4. The SEC (slowly) ushers in new players
The SEC will register new broker-dealers and Alternative Trading Systems to handle securities issued as tokens. This may take some time as the SEC sorts out investor protections, who takes the risk with cryptocurrency conversions, and other customary investor protections.
The SEC will also be reviewing the stable coins and assess if they are currencies or securities. It seems logical they will be considered currencies and could be supervised by the Treasury. Stablecoins as currencies could truly deliver the first internet currency, one used by millions for online commerce and media.
Finally, the SEC will approve cryptocurrency exchange trading platforms as long as they can either ensure the assets or prove the safety of their systems.
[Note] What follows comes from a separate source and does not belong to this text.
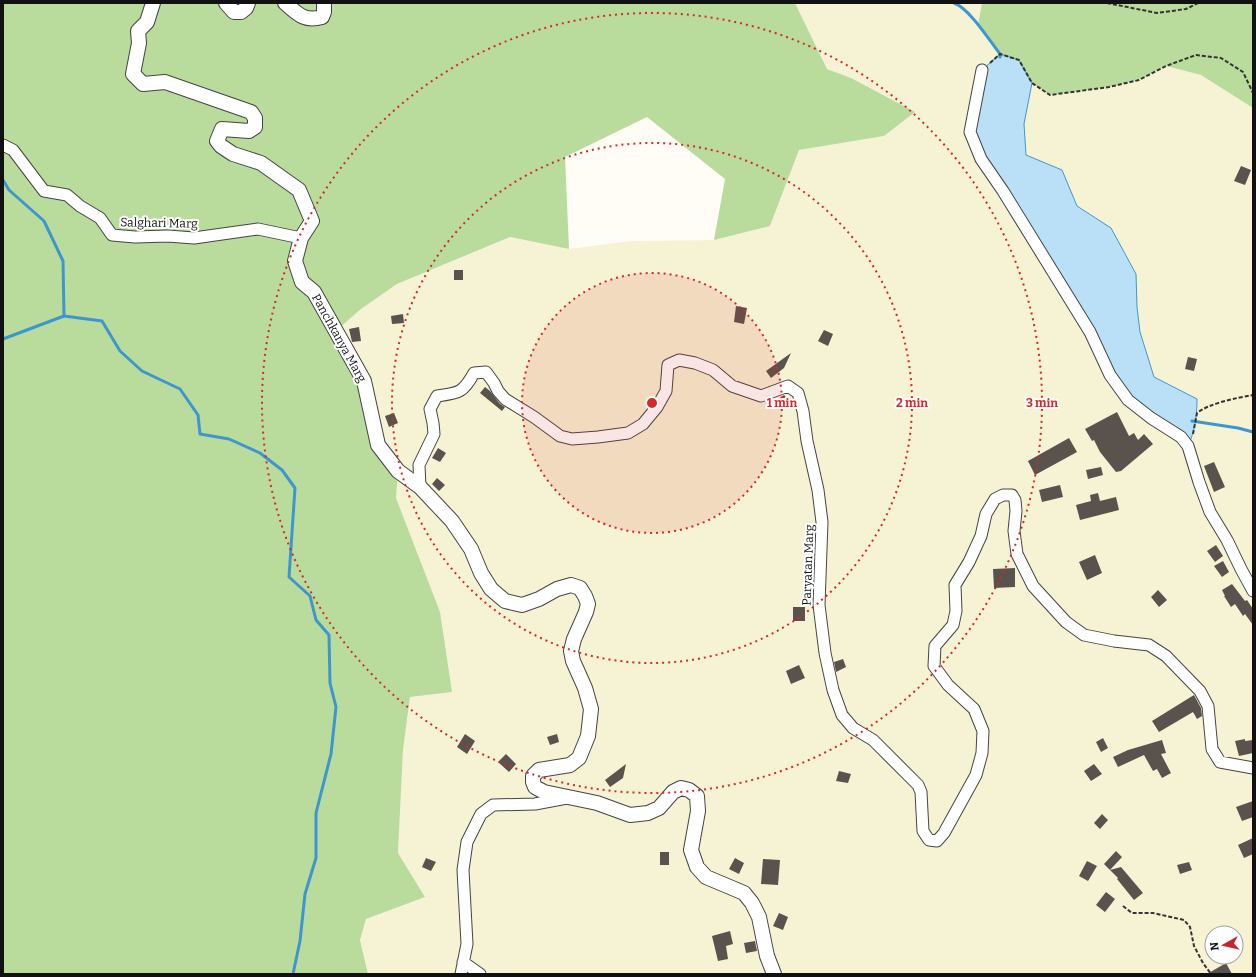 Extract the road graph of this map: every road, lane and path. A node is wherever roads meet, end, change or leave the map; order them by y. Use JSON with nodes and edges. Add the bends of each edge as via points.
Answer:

This will be a challenging one for the SEC to approve because an ETF is a public entity, accessible to any kind of investor and traded on national markets. Investors can purchase shares in ETFs, they can short them and purchase calls and puts as well. Approval of one or more ETFs will shake the market and probably help increase the value of many of the top cryptocurrencies.
It is clear that 2019 will keep the SEC very busy. This assumes, of course, the government will re-open soon because the SEC has published a list of departments that will no longer operate during the shutdown. One of them is the Division of Corporate Finance, which handles the review of every Regulation A+ offering. Hopefully, the shut down will be short, and the SEC can go back to business as usual.
In times when the SEC is paired down, it will bring a renewed appreciation of the hard work and dedication from the people at the Commission. I am appreciative and thankful for their work, and I look forward to seeing whether some of my predictions will come true in the new year.